• [GOAL OF THE EXERCISE]
Using the records below, report how many lines hold "numbered", with no extra text.

■ ■ ■

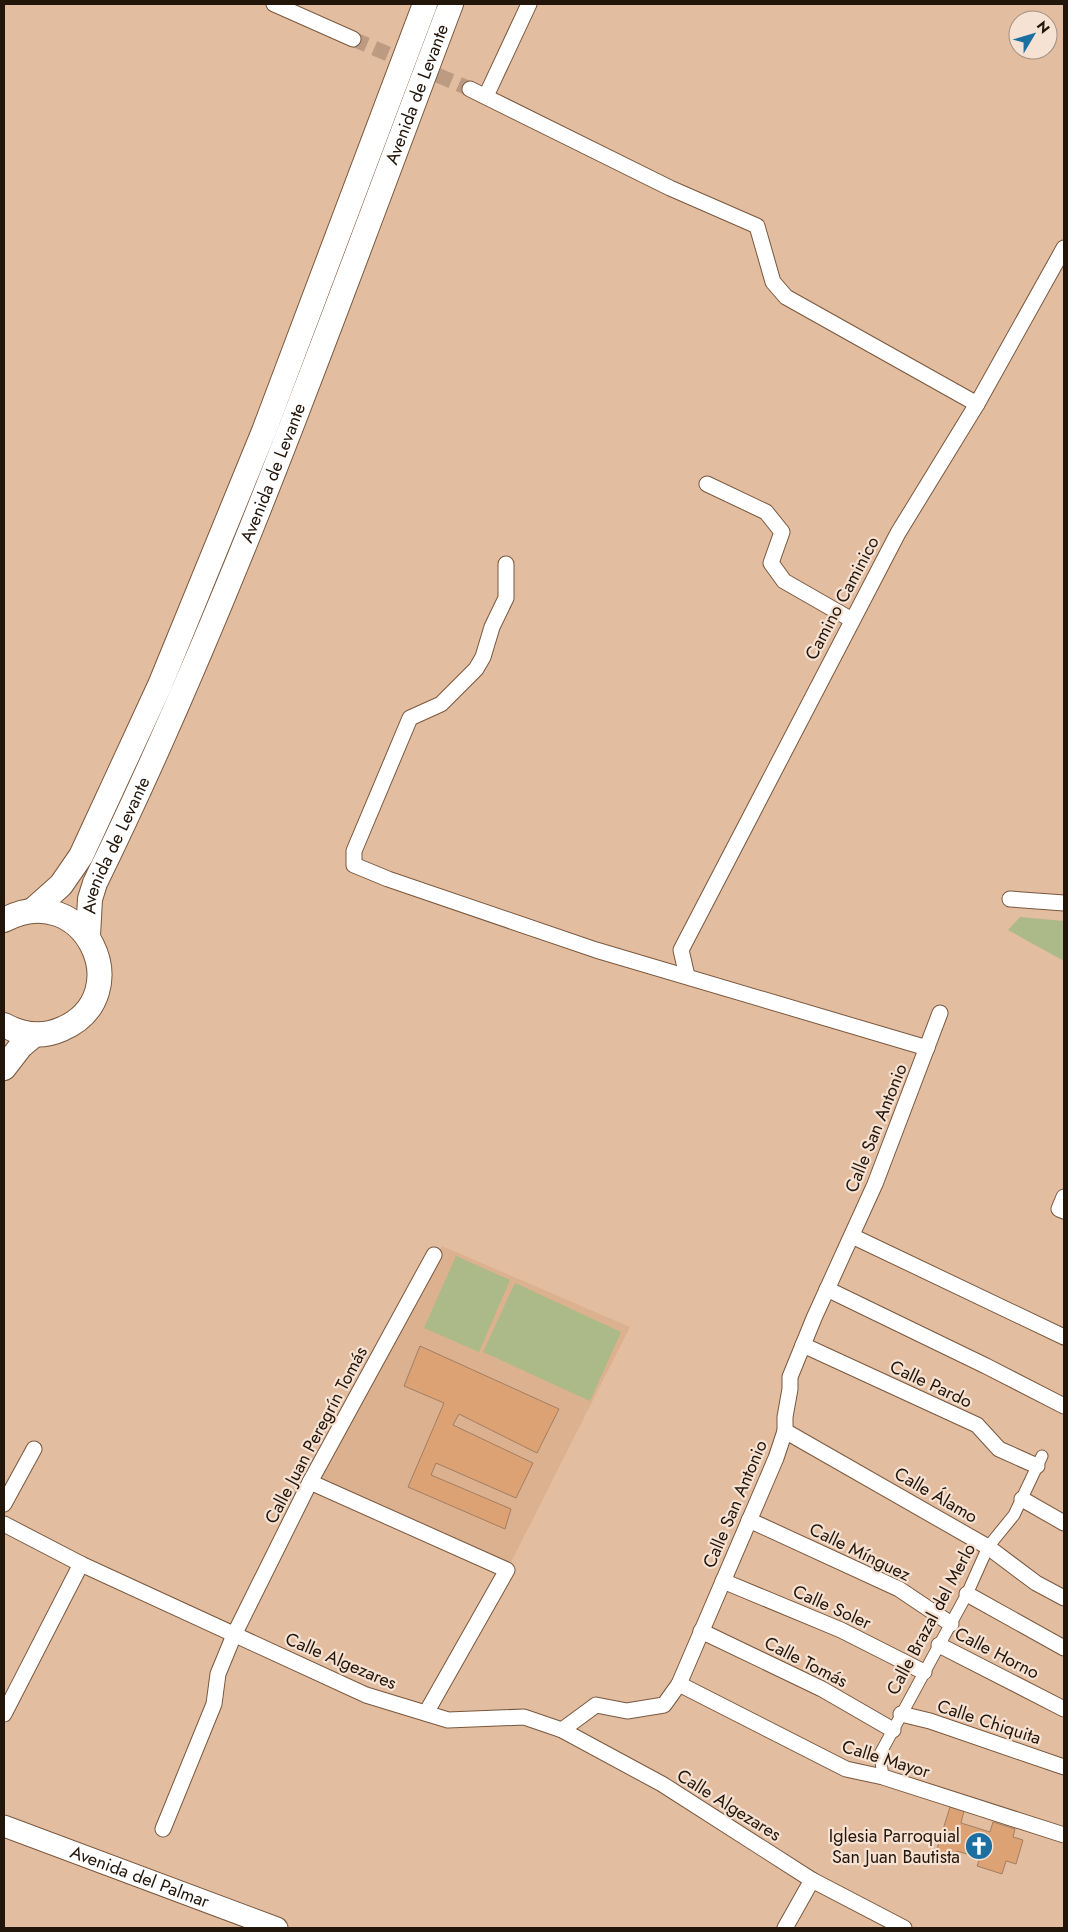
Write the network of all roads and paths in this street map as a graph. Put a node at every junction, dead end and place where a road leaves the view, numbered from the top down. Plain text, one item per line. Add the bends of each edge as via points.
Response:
1 (274, 4) edge
2 (424, 4) edge
3 (451, 4) edge
4 (529, 4) edge
5 (352, 39) tunnel mouth
6 (470, 89) tunnel mouth
7 (486, 96) junction
8 (1064, 248) edge
9 (977, 404) junction
10 (707, 484) dead end
11 (506, 564) dead end
12 (852, 620) junction
13 (1010, 899) dead end
14 (1064, 903) edge
15 (34, 910) junction
16 (4, 920) edge
17 (88, 936) junction
18 (686, 976) junction
19 (940, 1013) dead end
20 (4, 1024) edge
21 (34, 1035) junction
22 (927, 1048) junction
23 (4, 1068) edge
24 (852, 1236) junction
25 (434, 1255) dead end
26 (827, 1289) junction
27 (1064, 1337) edge
28 (803, 1345) junction
29 (1064, 1406) edge
30 (785, 1431) junction
31 (34, 1449) dead end
32 (1040, 1461) joint
33 (310, 1482) junction
34 (1022, 1499) junction
35 (4, 1504) edge
36 (749, 1520) junction
37 (1064, 1523) edge
38 (4, 1524) edge
39 (988, 1546) junction
40 (81, 1564) junction
41 (723, 1581) junction
42 (967, 1594) junction
43 (1064, 1598) edge
44 (951, 1624) junction
45 (701, 1630) junction
46 (234, 1635) junction
47 (939, 1645) junction
48 (1064, 1648) edge
49 (924, 1672) junction
50 (679, 1684) junction
51 (1064, 1709) edge
52 (426, 1713) junction
53 (4, 1714) edge
54 (901, 1714) junction
55 (562, 1730) junction
56 (893, 1730) junction
57 (1064, 1766) edge
58 (883, 1777) junction
59 (4, 1826) edge
60 (163, 1828) dead end
61 (1064, 1835) edge
62 (812, 1880) junction
63 (276, 1928) edge
64 (785, 1928) edge
65 (904, 1928) edge

1 - 5 street
2 - 15 main road, Avenida de Levante via 264,431 160,685 81,856 61,885
3 - 17 main road, Avenida de Levante via 217,614 95,883 90,899
4 - 7 street
6 - 7 street
7 - 9 street via 670,188 757,226 773,282 786,297
8 - 9 street, Camino Caminico
9 - 12 street, Camino Caminico via 898,533
10 - 12 street via 766,512 782,532 771,563 784,581
11 - 18 street via 506,598 476,669 441,704 410,718 354,851 354,865 596,950
12 - 18 street, Camino Caminico via 681,950
13 - 14 street
15 - 16 main road
15 - 17 main road via 58,914 75,923
17 - 21 main road via 100,968 97,992 92,1002 86,1012 68,1027
18 - 22 street
19 - 22 street, Calle San Antonio
20 - 21 main road
21 - 23 main road
22 - 24 street, Calle San Antonio
24 - 26 street, Calle San Antonio
24 - 27 street
25 - 33 street, Calle Juan Peregrín Tomás
26 - 28 street, Calle San Antonio
26 - 29 street
28 - 30 street, Calle San Antonio via 790,1377
28 - 32 street, Calle Pardo via 977,1425 999,1449
30 - 36 street, Calle San Antonio
30 - 39 street, Calle Álamo
31 - 35 street
32 - 34 street, Calle Brazal del Merlo
33 - 46 street, Calle Juan Peregrín Tomás
33 - 52 street via 507,1570
34 - 37 street
34 - 39 street, Calle Brazal del Merlo via 1014,1515
36 - 41 street, Calle San Antonio
36 - 44 street, Calle Mínguez via 899,1589
38 - 40 street, Calle Algezares
39 - 42 street, Calle Brazal del Merlo
39 - 43 street, Calle Álamo via 1036,1584
40 - 46 street, Calle Algezares
40 - 53 street
41 - 45 street, Calle San Antonio
41 - 49 street, Calle Soler via 842,1630
42 - 44 street, Calle Brazal del Merlo
42 - 48 street
44 - 47 street, Calle Brazal del Merlo
45 - 50 street, Calle San Antonio
45 - 56 street, Calle Tomás via 822,1689
46 - 52 street, Calle Algezares via 366,1695
46 - 60 street, Calle Juan Peregrín Tomás via 218,1674 214,1704
47 - 49 street, Calle Brazal del Merlo
47 - 51 street, Calle Horno
49 - 54 street, Calle Brazal del Merlo
50 - 55 street, Calle San Antonio via 664,1705 627,1712 596,1704
50 - 58 street, Calle Mayor via 846,1769
52 - 55 street, Calle Algezares via 448,1720 524,1717
54 - 56 street, Calle Brazal del Merlo
54 - 57 street, Calle Chiquita
55 - 62 street, Calle Algezares via 662,1784
56 - 58 street, Calle Brazal del Merlo via 880,1754
58 - 61 street, Calle Mayor
59 - 63 main road, Avenida del Palmar
62 - 64 street
62 - 65 street, Calle Algezares

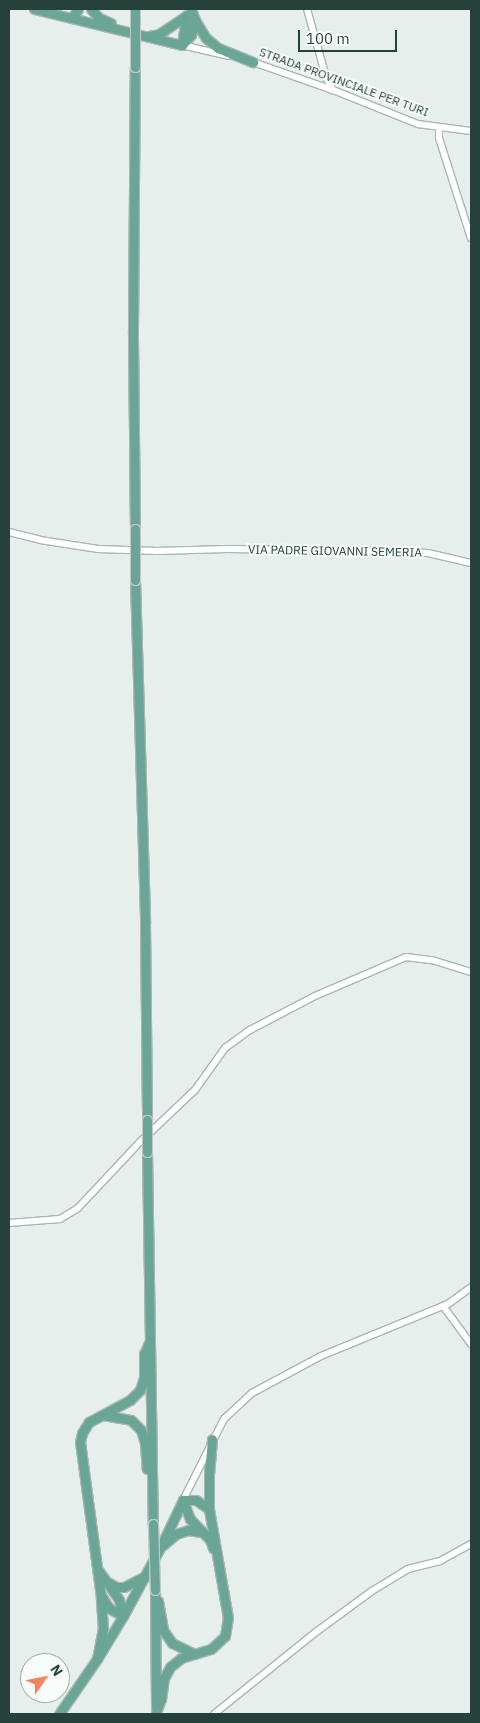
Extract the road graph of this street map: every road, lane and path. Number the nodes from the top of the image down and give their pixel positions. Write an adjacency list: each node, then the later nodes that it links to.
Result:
1 (34, 9): 6 (main road, STRADA PROVINCIALE PER TURI)
2 (78, 9): 6 (main road)
3 (90, 9): 8 (main road)
4 (135, 9): 21 (main road, bridge)
5 (307, 9): 11 (street)
6 (72, 13): 8 (main road, STRADA PROVINCIALE PER TURI)
7 (190, 13): 8 (main road); 9 (main road); 10 (main road)
8 (143, 35): 9 (main road, STRADA PROVINCIALE PER TURI)
9 (182, 44): 10 (street, STRADA PROVINCIALE PER TURI)
10 (253, 62): 11 (street, STRADA PROVINCIALE PER TURI)
11 (333, 90): 12 (street, STRADA PROVINCIALE PER TURI)
12 (439, 128): 13 (street, STRADA PROVINCIALE PER TURI); 14 (street)
13 (471, 131)
14 (471, 238)
15 (9, 532): 16 (street, VIA PADRE GIOVANNI SEMERIA)
16 (471, 564)
17 (471, 972): 18 (street)
18 (9, 1223)
19 (471, 1287): 20 (street)
20 (443, 1306): 22 (street); 24 (street)
21 (150, 1340): 23 (main road); 25 (main road)
22 (471, 1344)
23 (101, 1415): 25 (main road); 32 (main road)
24 (212, 1439): 26 (street); 27 (main road)
25 (152, 1486): 35 (main road, bridge)
26 (183, 1500): 27 (main road); 28 (main road); 30 (main road)
27 (209, 1508): 31 (main road)
28 (202, 1532): 30 (main road); 31 (main road)
29 (471, 1544): 42 (street)
30 (161, 1546): 33 (main road)
31 (216, 1554): 38 (main road)
32 (98, 1569): 34 (main road); 36 (main road)
33 (146, 1575): 34 (main road); 37 (main road)
34 (106, 1581): 37 (main road)
35 (155, 1592): 38 (main road); 40 (main road)
36 (102, 1596): 37 (main road); 39 (main road)
37 (123, 1616): 39 (main road)
38 (194, 1654): 40 (main road)
39 (97, 1659): 41 (main road)
40 (156, 1713)
41 (59, 1714)
42 (214, 1714)

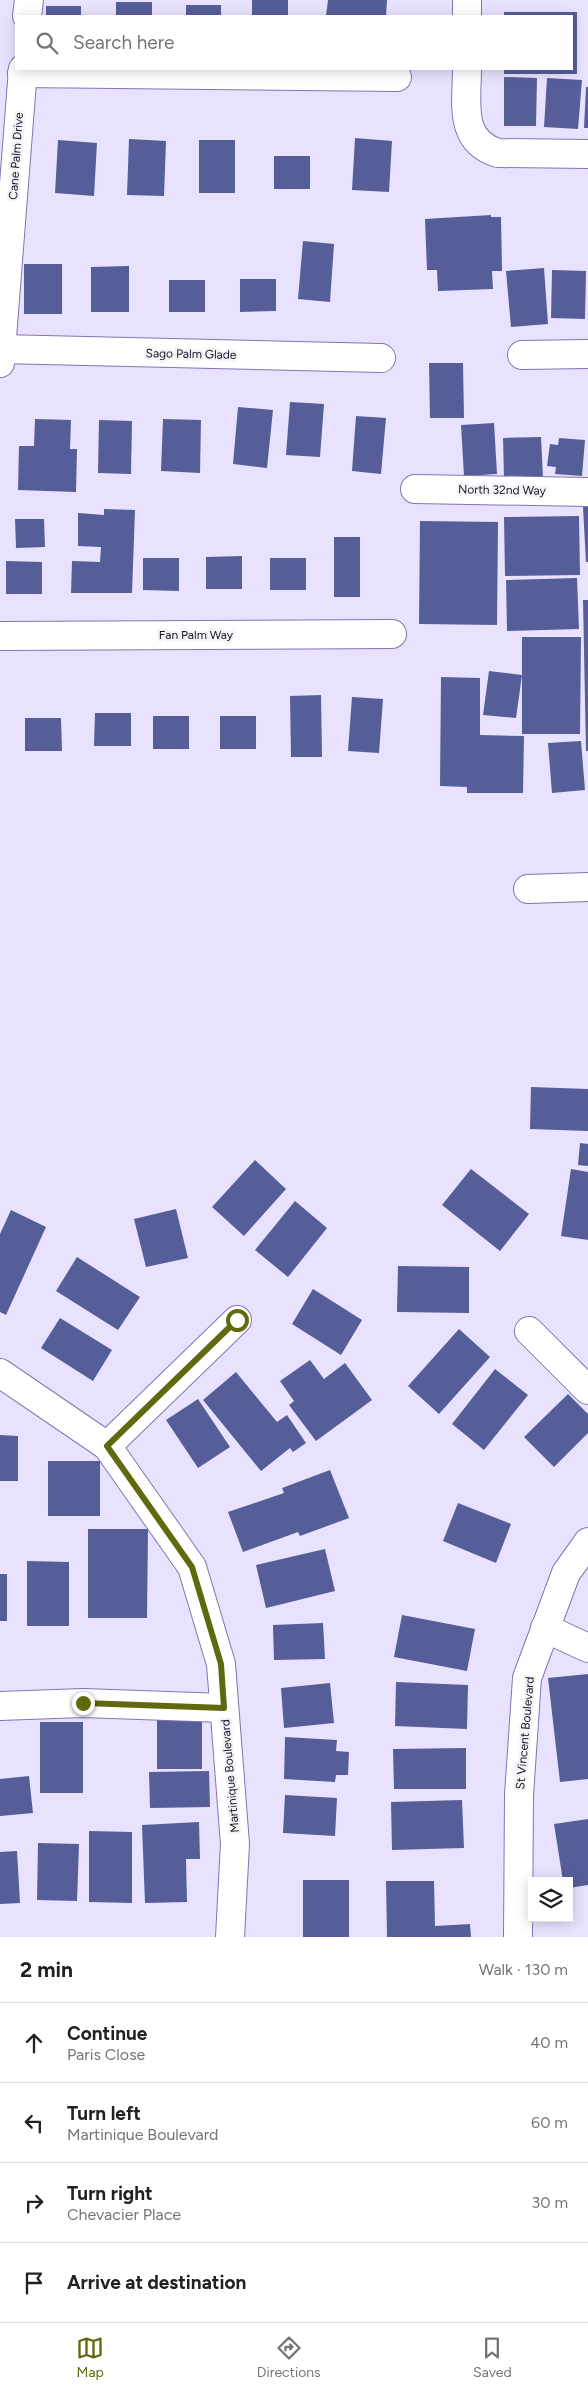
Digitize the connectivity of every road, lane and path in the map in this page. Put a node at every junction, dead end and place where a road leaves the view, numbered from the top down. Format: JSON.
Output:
{"nodes":[{"id":1,"x":29,"y":0,"type":"edge"},
{"id":2,"x":467,"y":0,"type":"edge"},
{"id":3,"x":27,"y":15,"type":"edge"},
{"id":4,"x":467,"y":15,"type":"edge"},
{"id":5,"x":467,"y":70,"type":"edge"},
{"id":6,"x":22,"y":71,"type":"edge"},
{"id":7,"x":397,"y":78,"type":"dead end"},
{"id":8,"x":588,"y":154,"type":"edge"},
{"id":9,"x":588,"y":354,"type":"edge"},
{"id":10,"x":522,"y":355,"type":"dead end"},
{"id":11,"x":1,"y":356,"type":"edge"},
{"id":12,"x":381,"y":358,"type":"dead end"},
{"id":13,"x":416,"y":489,"type":"dead end"},
{"id":14,"x":588,"y":492,"type":"edge"},
{"id":15,"x":392,"y":634,"type":"dead end"},
{"id":16,"x":0,"y":636,"type":"edge"},
{"id":17,"x":588,"y":887,"type":"edge"},
{"id":18,"x":528,"y":889,"type":"dead end"},
{"id":19,"x":237,"y":1320,"type":"dead end"},
{"id":20,"x":529,"y":1331,"type":"dead end"},
{"id":21,"x":0,"y":1373,"type":"edge"},
{"id":22,"x":588,"y":1390,"type":"edge"},
{"id":23,"x":107,"y":1446,"type":"junction"},
{"id":24,"x":588,"y":1542,"type":"edge"},
{"id":25,"x":545,"y":1628,"type":"junction"},
{"id":26,"x":588,"y":1648,"type":"edge"},
{"id":27,"x":0,"y":1706,"type":"edge"},
{"id":28,"x":224,"y":1708,"type":"junction"},
{"id":29,"x":230,"y":1937,"type":"edge"},
{"id":30,"x":518,"y":1937,"type":"edge"}],
"edges":[{"from":1,"to":3,"type":"street"},
{"from":2,"to":4,"type":"street"},
{"from":5,"to":8,"type":"street"},
{"from":6,"to":7,"type":"street"},
{"from":6,"to":11,"type":"street","name":"Cane Palm Drive"},
{"from":9,"to":10,"type":"street"},
{"from":11,"to":12,"type":"street","name":"Sago Palm Glade"},
{"from":13,"to":14,"type":"street","name":"North 32nd Way"},
{"from":15,"to":16,"type":"street","name":"Fan Palm Way"},
{"from":17,"to":18,"type":"street"},
{"from":19,"to":23,"type":"street"},
{"from":20,"to":22,"type":"street"},
{"from":21,"to":23,"type":"street","name":"Martinique Boulevard"},
{"from":23,"to":28,"type":"street","name":"Martinique Boulevard"},
{"from":24,"to":25,"type":"street","name":"St Vincent Boulevard"},
{"from":25,"to":26,"type":"street"},
{"from":25,"to":30,"type":"street","name":"St Vincent Boulevard"},
{"from":27,"to":28,"type":"street"},
{"from":28,"to":29,"type":"street","name":"Martinique Boulevard"}]}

■ ■ ■

• [TASK ANSWER]
2